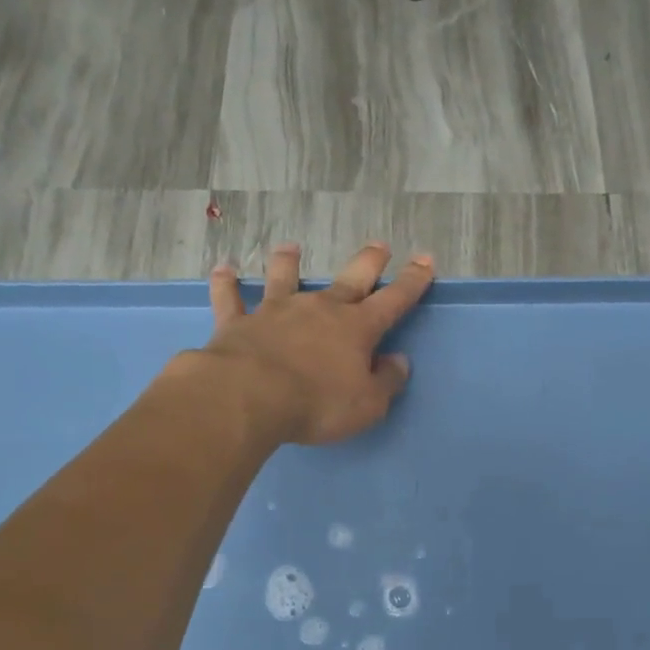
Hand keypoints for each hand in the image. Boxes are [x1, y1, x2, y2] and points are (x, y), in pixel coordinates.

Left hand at [202, 242, 433, 445]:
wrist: (249, 396)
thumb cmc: (317, 404)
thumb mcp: (368, 404)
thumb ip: (386, 381)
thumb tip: (398, 361)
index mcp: (356, 329)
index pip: (394, 300)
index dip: (412, 281)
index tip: (426, 260)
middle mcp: (319, 309)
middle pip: (350, 278)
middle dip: (368, 261)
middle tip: (379, 245)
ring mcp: (276, 311)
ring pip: (285, 278)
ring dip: (289, 262)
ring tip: (291, 247)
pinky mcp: (238, 322)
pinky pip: (231, 298)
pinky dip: (226, 284)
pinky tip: (224, 270)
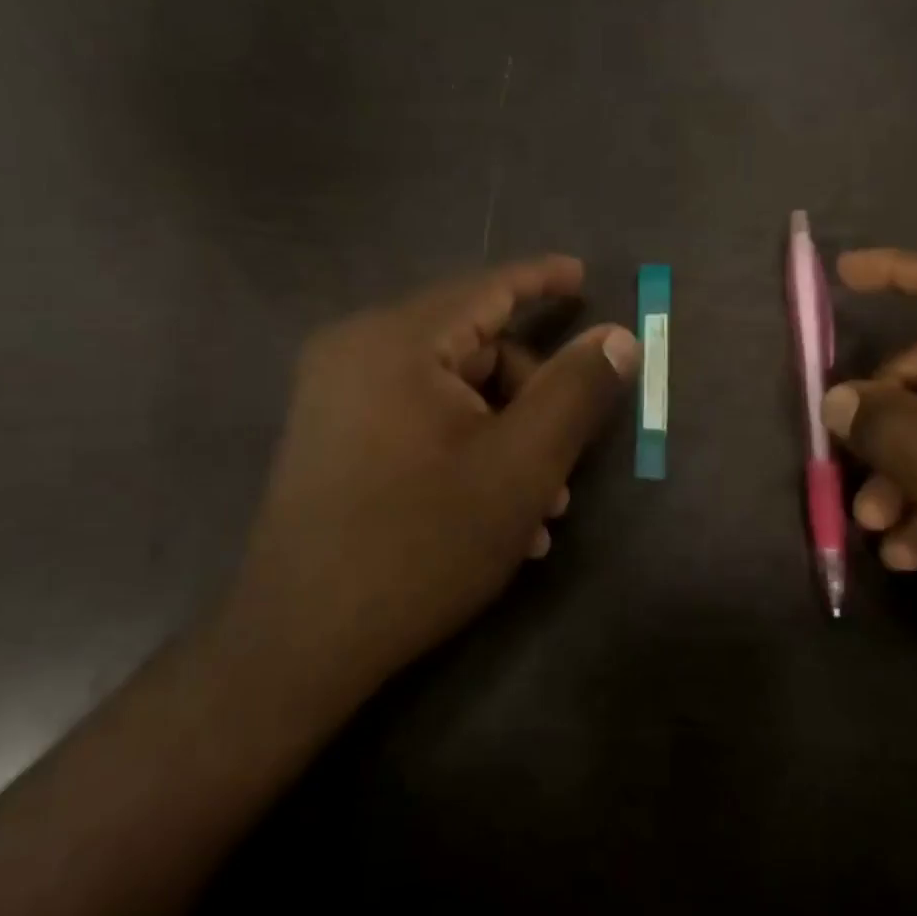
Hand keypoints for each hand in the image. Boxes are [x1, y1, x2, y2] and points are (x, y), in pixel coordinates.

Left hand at [217, 256, 639, 724]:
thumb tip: (617, 336)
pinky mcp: (332, 437)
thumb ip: (575, 391)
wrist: (299, 641)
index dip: (541, 280)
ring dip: (504, 438)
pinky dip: (463, 450)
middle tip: (566, 464)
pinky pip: (416, 420)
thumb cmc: (421, 544)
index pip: (486, 289)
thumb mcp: (521, 467)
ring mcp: (337, 397)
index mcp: (396, 341)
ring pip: (449, 393)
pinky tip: (495, 516)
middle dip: (530, 399)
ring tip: (540, 509)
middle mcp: (357, 352)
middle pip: (471, 348)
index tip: (584, 275)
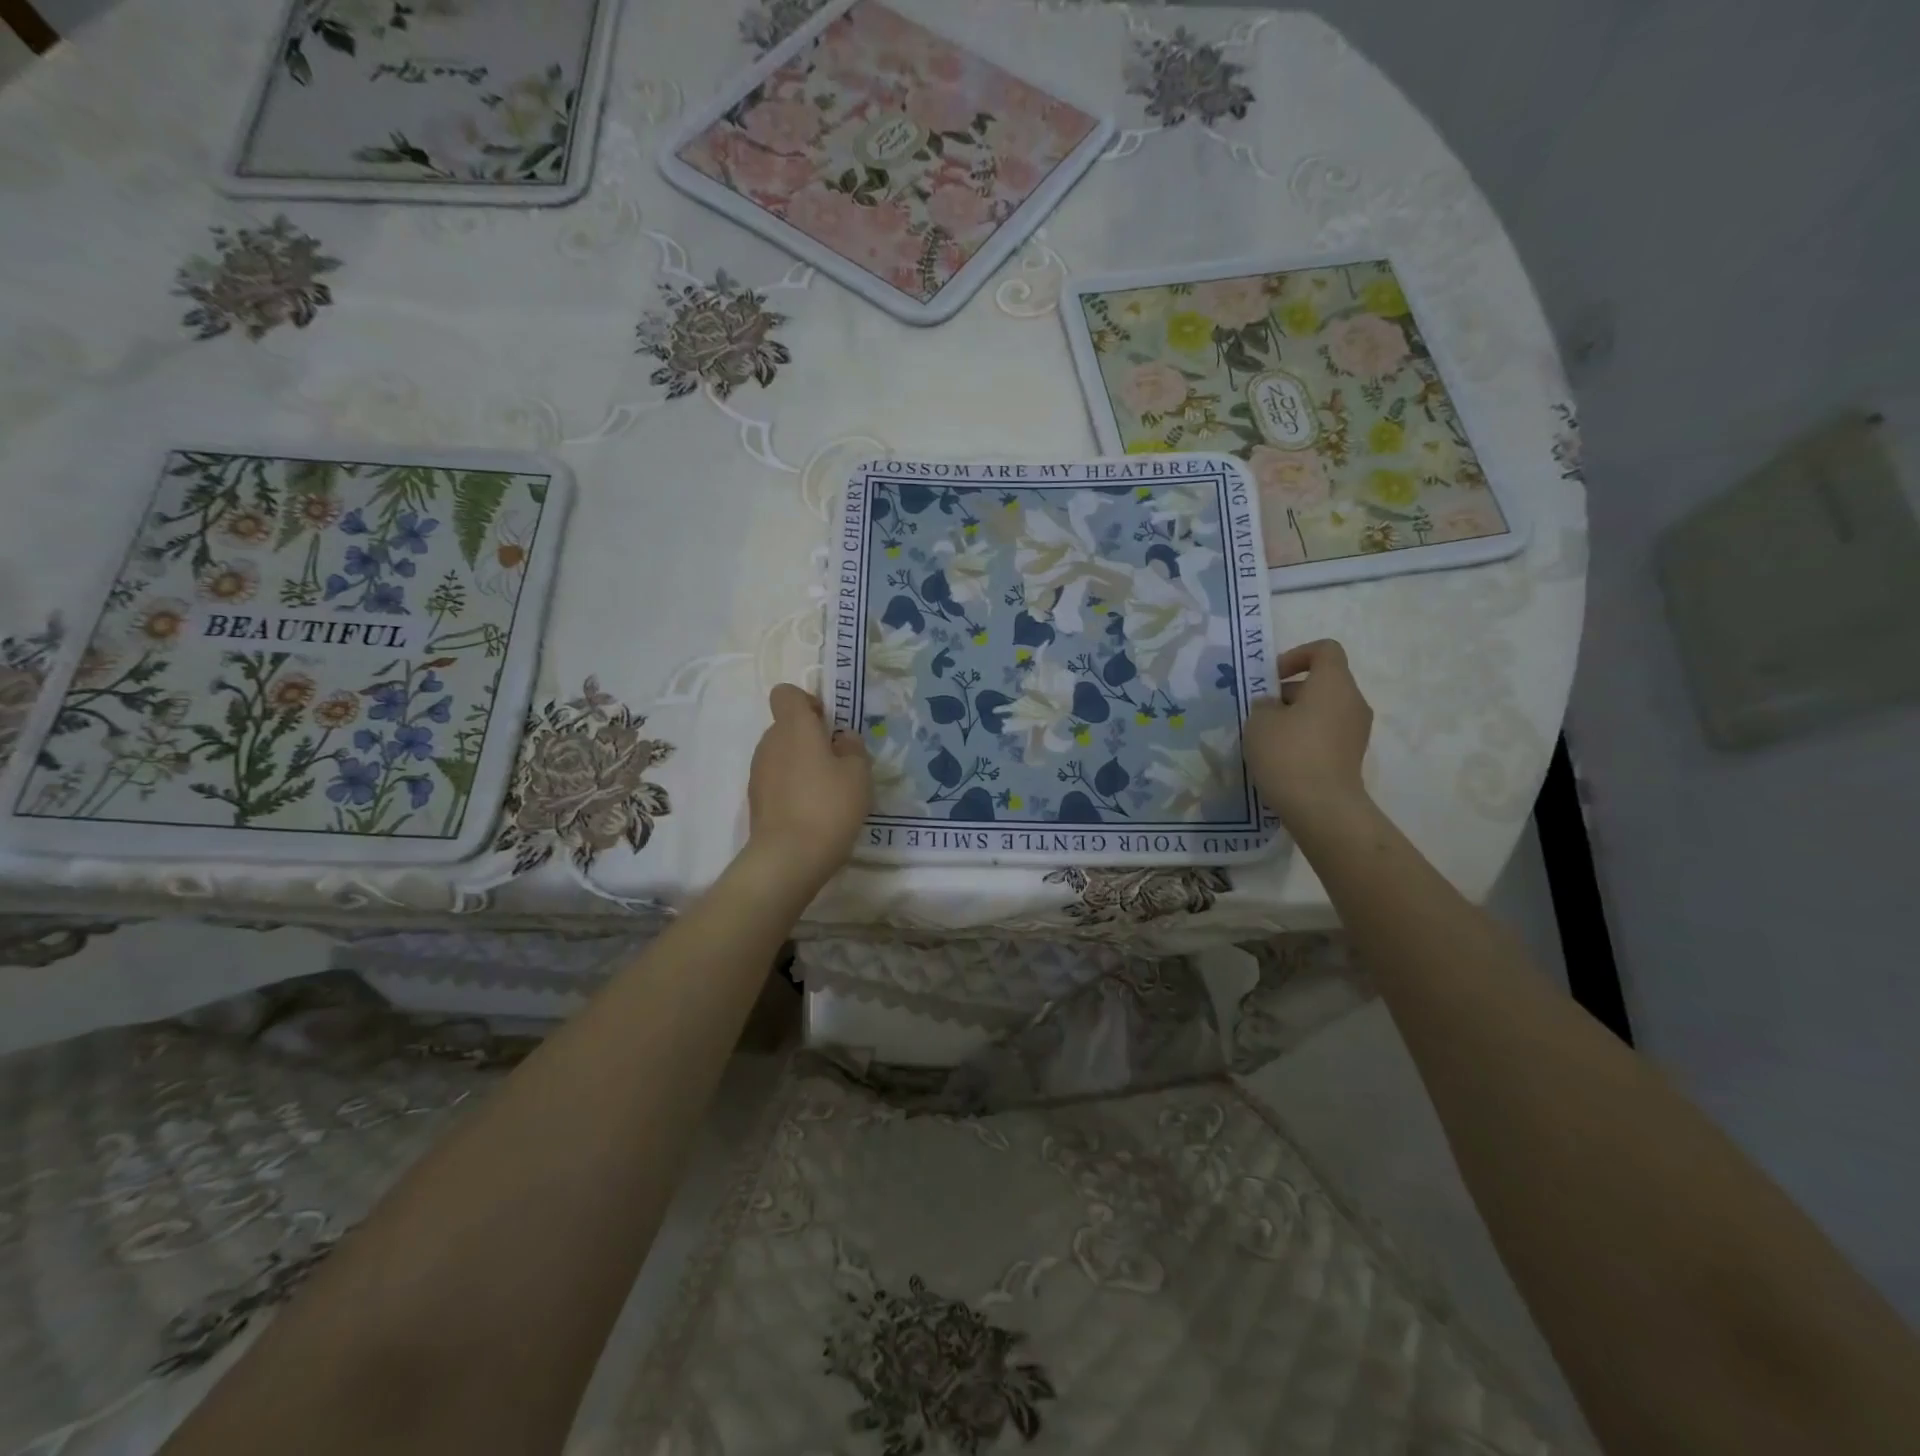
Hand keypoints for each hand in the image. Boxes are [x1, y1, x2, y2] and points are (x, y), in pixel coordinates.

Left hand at [746, 684, 871, 886]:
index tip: (828, 724)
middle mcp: (770, 743)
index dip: (808, 702)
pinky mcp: (756, 800)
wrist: (788, 857)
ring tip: (827, 792)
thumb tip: (842, 738)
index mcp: (794, 727)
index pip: (787, 694)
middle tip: (837, 763)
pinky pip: (777, 781)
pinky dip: (792, 788)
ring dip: (801, 765)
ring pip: (782, 755)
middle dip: (810, 738)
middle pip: (786, 726)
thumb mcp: (858, 773)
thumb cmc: (829, 805)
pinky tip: (812, 812)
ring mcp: (758, 772)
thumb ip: (852, 747)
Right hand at [1243, 639, 1373, 830]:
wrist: (1321, 807)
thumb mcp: (1259, 721)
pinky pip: (1326, 735)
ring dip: (1295, 717)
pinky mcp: (1351, 757)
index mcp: (1334, 683)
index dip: (1296, 655)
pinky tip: (1281, 759)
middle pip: (1322, 683)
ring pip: (1323, 710)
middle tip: (1260, 713)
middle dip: (1289, 692)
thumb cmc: (1288, 753)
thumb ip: (1264, 705)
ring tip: (1267, 739)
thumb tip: (1273, 708)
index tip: (1271, 678)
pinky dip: (1305, 738)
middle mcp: (1352, 702)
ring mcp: (1356, 731)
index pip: (1324, 650)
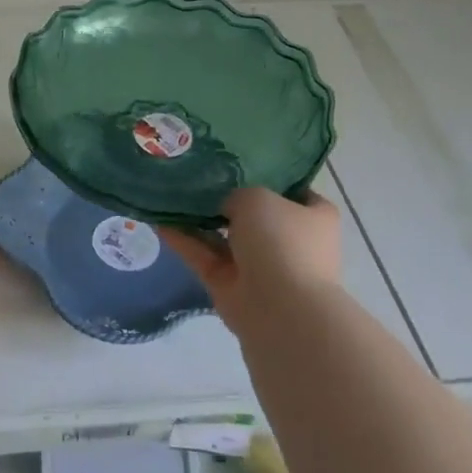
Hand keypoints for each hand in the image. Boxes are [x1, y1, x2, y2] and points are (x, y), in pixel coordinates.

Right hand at [165, 186, 341, 332]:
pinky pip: (204, 256)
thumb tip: (223, 205)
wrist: (279, 307)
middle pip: (254, 215)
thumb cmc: (281, 241)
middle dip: (226, 201)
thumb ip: (237, 194)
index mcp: (314, 217)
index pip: (294, 192)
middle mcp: (289, 241)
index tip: (237, 165)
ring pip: (224, 237)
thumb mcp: (257, 197)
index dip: (268, 178)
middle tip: (195, 176)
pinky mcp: (230, 285)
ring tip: (168, 194)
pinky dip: (183, 241)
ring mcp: (259, 266)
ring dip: (198, 221)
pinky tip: (158, 220)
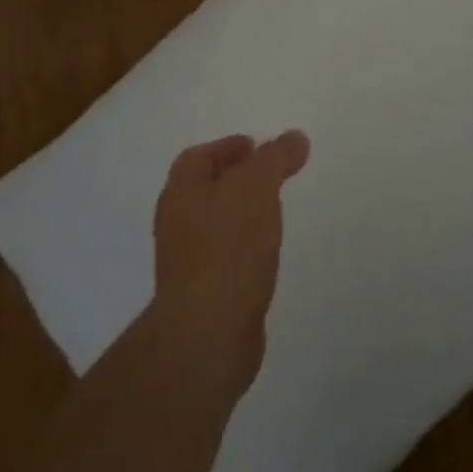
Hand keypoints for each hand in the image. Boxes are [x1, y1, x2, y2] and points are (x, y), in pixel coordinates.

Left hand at [150, 131, 309, 404]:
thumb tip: (295, 138)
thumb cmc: (228, 247)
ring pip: (213, 225)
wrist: (208, 333)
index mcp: (181, 193)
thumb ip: (276, 157)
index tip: (258, 146)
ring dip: (239, 214)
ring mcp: (186, 264)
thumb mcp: (257, 187)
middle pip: (203, 190)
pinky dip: (243, 247)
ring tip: (273, 212)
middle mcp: (177, 224)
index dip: (226, 147)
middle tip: (270, 176)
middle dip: (234, 179)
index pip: (198, 157)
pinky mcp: (203, 296)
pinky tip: (266, 255)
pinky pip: (223, 258)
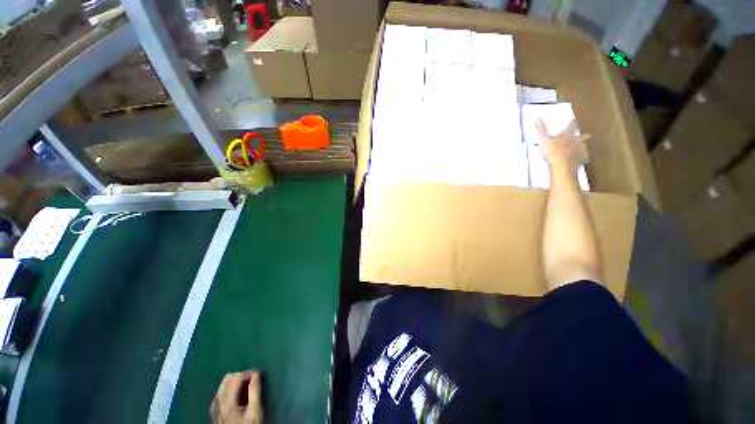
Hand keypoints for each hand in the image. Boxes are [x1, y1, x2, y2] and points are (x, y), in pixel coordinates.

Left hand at [210, 371, 262, 423]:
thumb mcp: (255, 412)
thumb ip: (255, 392)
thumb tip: (257, 375)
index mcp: (228, 402)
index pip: (236, 378)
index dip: (248, 373)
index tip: (258, 376)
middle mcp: (218, 403)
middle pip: (227, 379)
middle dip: (240, 376)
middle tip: (251, 381)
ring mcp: (214, 408)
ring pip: (222, 385)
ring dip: (234, 382)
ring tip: (245, 388)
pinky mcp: (214, 413)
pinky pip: (220, 394)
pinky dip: (229, 390)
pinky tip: (236, 397)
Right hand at [535, 119, 589, 171]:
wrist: (561, 165)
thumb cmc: (552, 151)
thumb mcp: (543, 139)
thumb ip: (541, 129)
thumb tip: (537, 118)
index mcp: (567, 135)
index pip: (570, 126)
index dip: (572, 123)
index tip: (574, 120)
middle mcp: (576, 141)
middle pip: (582, 137)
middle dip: (583, 136)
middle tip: (586, 135)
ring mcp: (579, 151)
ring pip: (584, 147)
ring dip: (584, 147)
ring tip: (584, 148)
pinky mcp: (580, 161)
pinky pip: (584, 159)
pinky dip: (584, 158)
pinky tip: (583, 160)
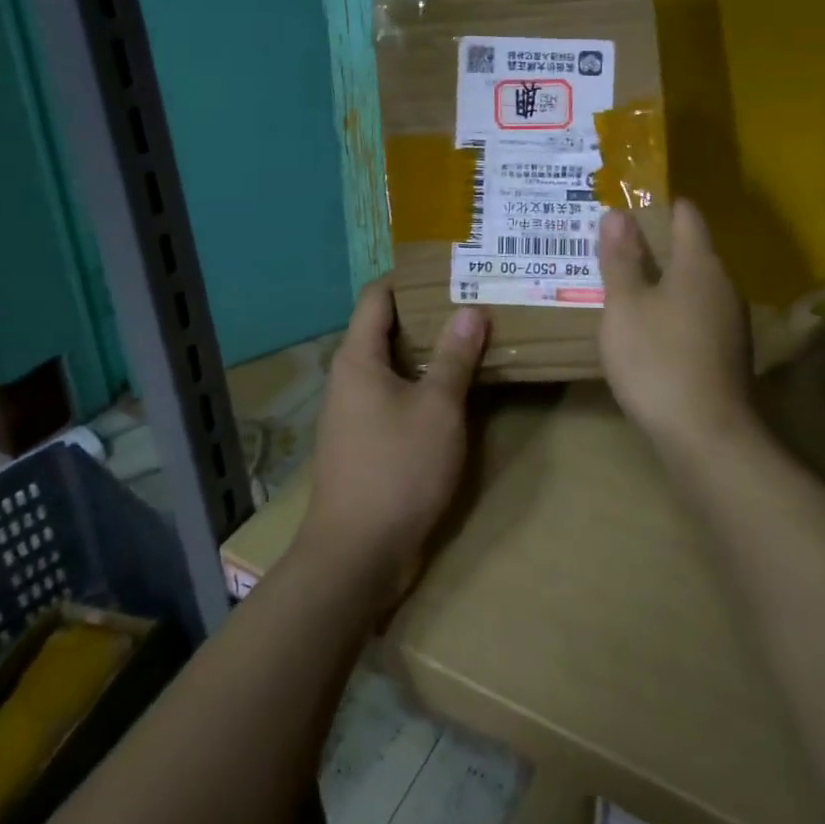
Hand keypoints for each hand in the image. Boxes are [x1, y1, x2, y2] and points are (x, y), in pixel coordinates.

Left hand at [300, 280, 487, 607]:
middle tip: (475, 299)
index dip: (409, 277)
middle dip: (428, 313)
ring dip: (429, 351)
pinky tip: (457, 389)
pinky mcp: (365, 441)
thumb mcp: (437, 408)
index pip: (377, 295)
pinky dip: (423, 384)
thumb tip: (471, 309)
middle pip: (386, 328)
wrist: (357, 555)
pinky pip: (396, 395)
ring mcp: (355, 411)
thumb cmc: (397, 469)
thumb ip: (455, 357)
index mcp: (358, 358)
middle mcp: (350, 377)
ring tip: (474, 337)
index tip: (450, 268)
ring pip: (394, 364)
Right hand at [598, 201, 754, 456]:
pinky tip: (648, 329)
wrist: (708, 438)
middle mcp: (723, 284)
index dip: (659, 204)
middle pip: (691, 250)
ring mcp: (731, 320)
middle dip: (654, 244)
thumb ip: (621, 259)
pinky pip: (697, 314)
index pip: (686, 215)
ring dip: (663, 281)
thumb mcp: (625, 307)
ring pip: (694, 285)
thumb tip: (617, 213)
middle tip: (613, 246)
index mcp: (699, 264)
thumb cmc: (658, 361)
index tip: (627, 204)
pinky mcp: (728, 352)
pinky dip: (673, 311)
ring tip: (624, 286)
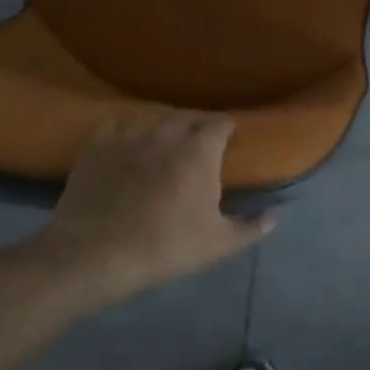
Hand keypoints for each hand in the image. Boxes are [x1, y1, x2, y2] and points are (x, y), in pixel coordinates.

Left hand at [33, 114, 273, 301]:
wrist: (96, 253)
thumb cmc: (166, 246)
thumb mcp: (218, 244)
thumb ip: (249, 228)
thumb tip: (272, 218)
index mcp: (199, 150)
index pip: (221, 124)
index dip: (228, 128)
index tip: (231, 137)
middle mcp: (166, 133)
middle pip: (188, 116)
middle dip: (199, 124)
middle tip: (202, 140)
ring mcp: (129, 136)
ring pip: (153, 119)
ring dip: (164, 127)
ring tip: (165, 141)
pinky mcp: (97, 146)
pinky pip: (116, 126)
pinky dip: (126, 131)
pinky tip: (126, 143)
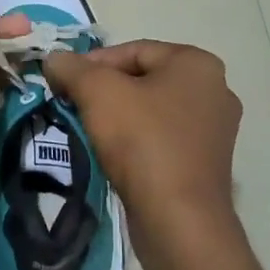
++++
WORK REQUEST: Extract only the lines from the line containing "middle mcp: (166, 133)" through the final line of the records; keep both ends and drop every picture.

SOLVED PROBLEM:
middle mcp: (166, 133)
middle pip: (188, 116)
middle dip: (199, 124)
middle tip: (202, 140)
ring mcp: (129, 136)
ring pip: (153, 119)
ring dip: (164, 127)
ring tip: (165, 141)
pinky mcp: (97, 146)
pinky pip: (116, 126)
pinky dip: (126, 131)
pinky tip: (126, 143)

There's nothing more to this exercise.